Case1:category「人間関係」 ① 環境と距離感
はじめに
神座には、これまで多くのご相談が寄せられてきました。
同じような悩みに見えても、その背景や置かれている環境、そして一人ひとりの感じ方は、それぞれ異なります。
この「Case」では、実際にお受けしたご相談をもとに、個人が特定されないよう内容を再構成してご紹介しています。
ここでお伝えしたいのは、「正解」ではありません。
もし、あなたがこの相談を受けたなら、どのような言葉をかけるだろう。
そんなことを考えながら読んでいただけたら嬉しく思います。
なお、このCaseに対する神様からの見解や、私たち二人の視点については、「Case Review」にてお話しします。
ご相談内容
「先生、今の職場で私はどう見られているのでしょうか。
なんとなく、あまり良く思われていないような気がするんです。
私の席から二つ先に座っている年上の女性上司が、いつも私を睨んでいるように感じるんです。
しかも、私の席の後ろを通るたびに、わざと椅子にぶつかったり、蹴られたりしているような気がして……。
仕事でも、『これをやっておいて。
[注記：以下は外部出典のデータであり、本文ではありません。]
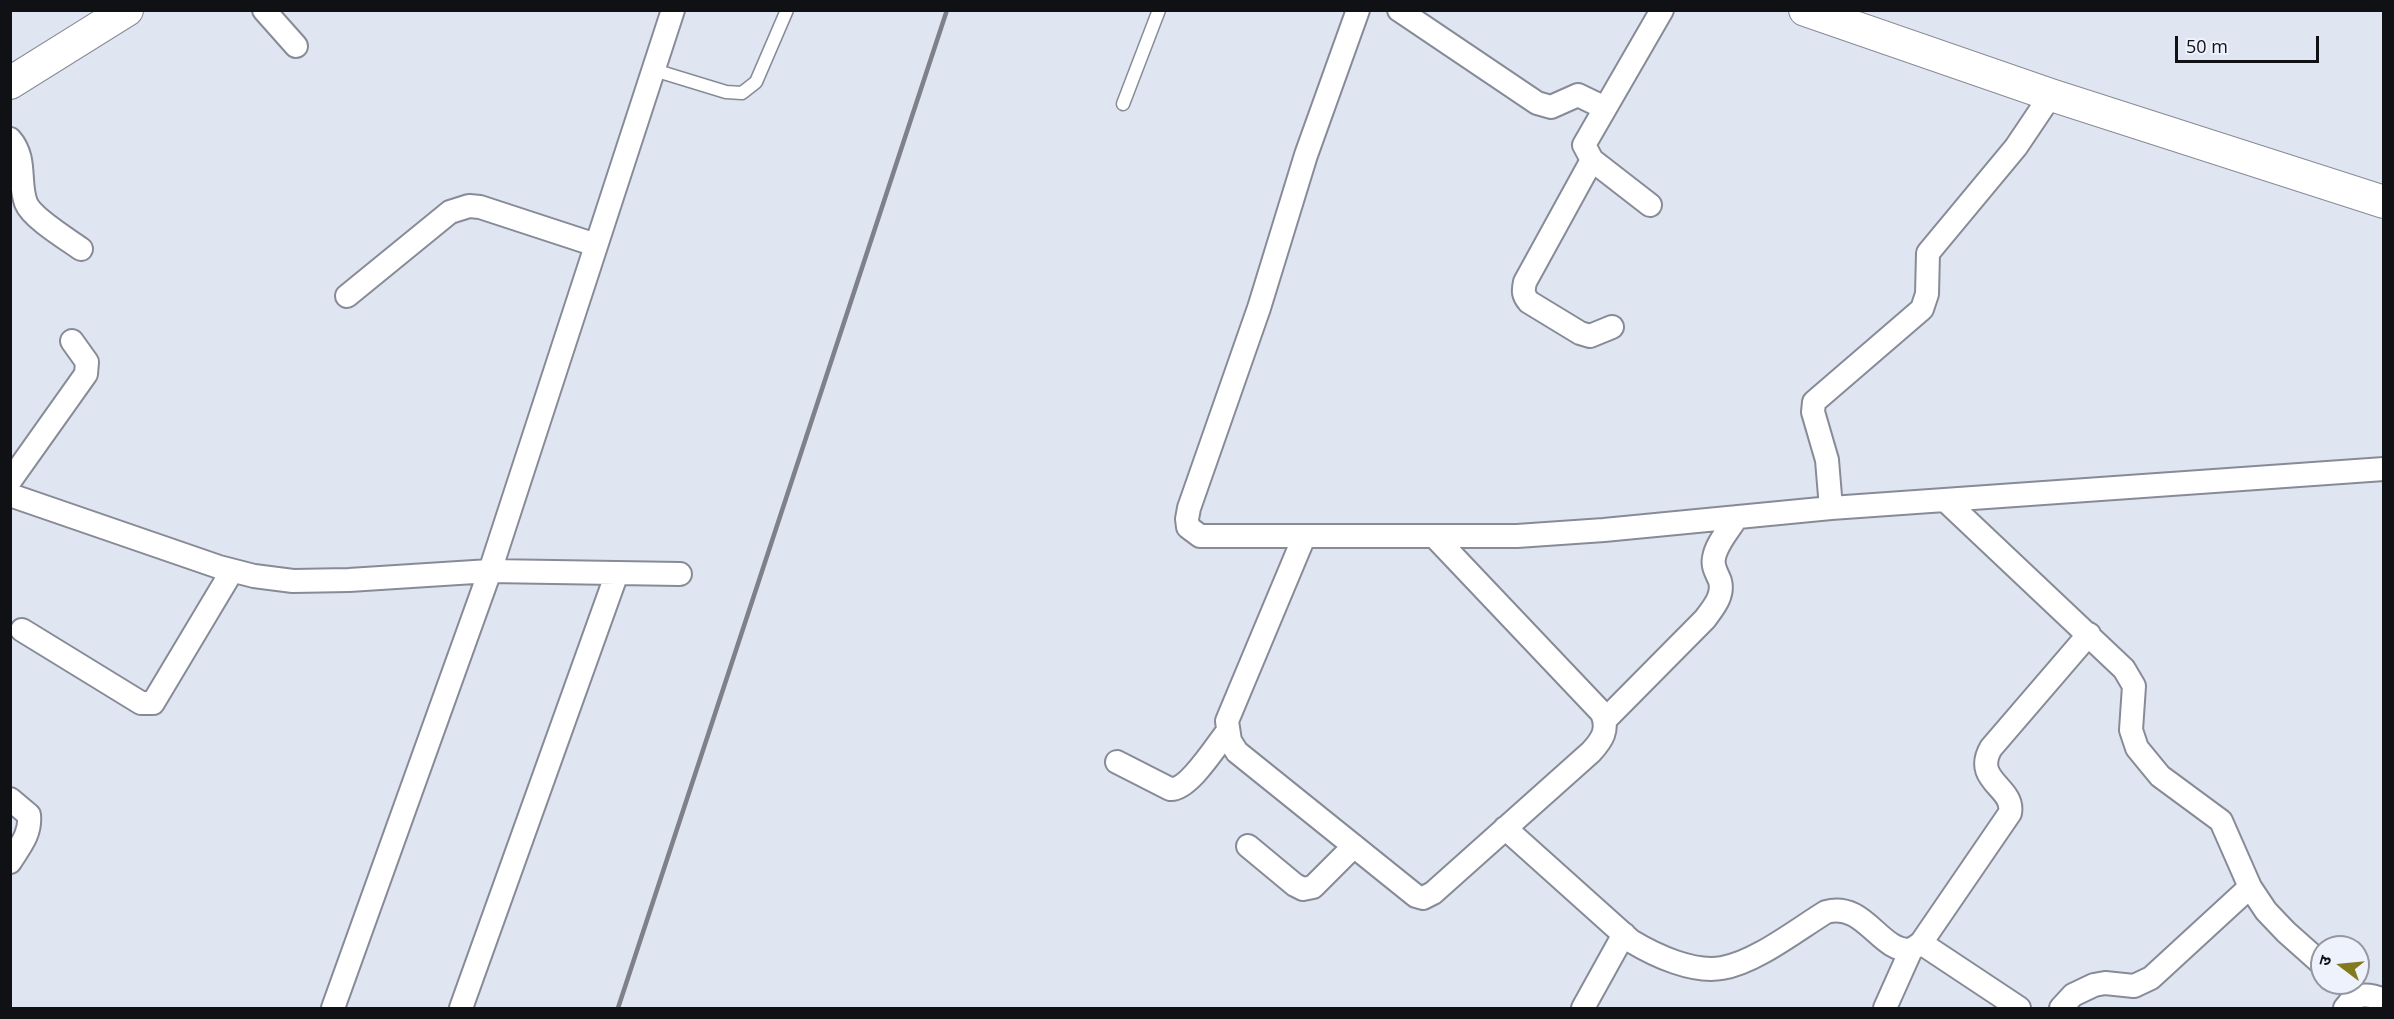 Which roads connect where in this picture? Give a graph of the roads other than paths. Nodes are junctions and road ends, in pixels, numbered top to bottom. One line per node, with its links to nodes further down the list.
1 (128, 10): 12 (main road)
2 (264, 10): 10 (street)
3 (673, 10): 11 (street)
4 (787, 10): 11 (lane)
5 (1159, 10): 14 (lane)
6 (1358, 10): 31 (street)
7 (1399, 10): 15 (street)
8 (1662, 10): 15 (street)
9 (1818, 12): 13 (main road)
10 (296, 46)
11 (654, 70): 20 (street)
12 (10, 83)
13 (2051, 95): 18 (main road); 29 (street)
14 (1124, 104)
15 (1605, 108): 17 (street)
16 (10, 139): 21 (street)
17 (1592, 160): 19 (street); 23 (street)
18 (2384, 202)
19 (1650, 205)
20 (596, 245): 22 (street); 34 (street)
21 (81, 249)
22 (346, 296)
23 (1612, 327)
24 (72, 341): 26 (street)
25 (2384, 469): 28 (street)
26 (10, 481)
27 (10, 495): 33 (street)
28 (1945, 500): 29 (street); 38 (street)
29 (1831, 508): 30 (street)
30 (1737, 518): 32 (street); 39 (street)
31 (1304, 537): 32 (street); 40 (street)
32 (1435, 537): 39 (street)
33 (232, 570): 34 (street); 37 (street)
34 (490, 571): 35 (street); 53 (street)
35 (617, 573): 36 (street); 54 (street)
36 (680, 574)
37 (22, 630)
38 (2089, 634): 47 (street); 49 (street)
39 (1605, 720): 43 (street)
40 (1227, 732): 41 (street); 45 (street)
41 (1117, 762)
42 (10, 799): 46 (street)
43 (1505, 828): 45 (street); 48 (street)
44 (1248, 846): 45 (street)
45 (1354, 846)
46 (10, 862)
47 (2250, 887): 50 (street); 58 (street)
48 (1624, 934): 49 (street); 55 (street)
49 (1916, 946): 56 (street); 57 (street)
50 (2310, 953)
51 (2349, 996): 52 (street)
52 (2384, 1000)
53 (333, 1008)
54 (461, 1008)
55 (1583, 1008)
56 (1885, 1008)
57 (2019, 1008)
58 (2061, 1008)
』と言われて一生懸命作った書類に、毎回細かくダメ出しをされます。
『また私だけ……。』
そんなふうに思ってしまうんです。
もう、これはパワハラなんじゃないかと思っています。
だから先生、私はこの会社を辞めようと思っています。
すぐに辞めても、次の仕事は見つかりますよね。
私、仕事には自信がありますし、誰よりもできると思っているので、きっとどこへ行っても必要としてもらえると思うんです。
……先生は、どう思いますか。」
私が最初に感じたこと
このようなご相談を受けたことがあります。
正直に言えば、そのとき私の中には一つの考えが浮かびました。
「このまま働き続けることは、相談者さんにとっても、職場にとっても良い結果にならないかもしれない。」
それが、そのときの率直な第一印象でした。
ただ、その考えを、そのまま相談者さんへ伝えることはしませんでした。
なぜなら、私にはまだ確認したいことがあったからです。
そこで神様にもお伺いを立てながら、相談者さんと一緒に状況を整理していくことにしました。
神様は、この出来事をどのように見ていたのでしょうか。
そして私は、その見解をどのように受け取り、相談者さんへお伝えしたのでしょうか。
その続きは、「Case Review」でお話ししたいと思います。
あなたなら、どうしますか。
あなたなら、この相談者にどんな言葉をかけますか。
「辞めた方がいい。」
「もう少し頑張った方がいい。」
答えは、一つではないかもしれません。
ぜひ、一度ご自身の立場に置き換えて考えてみてください。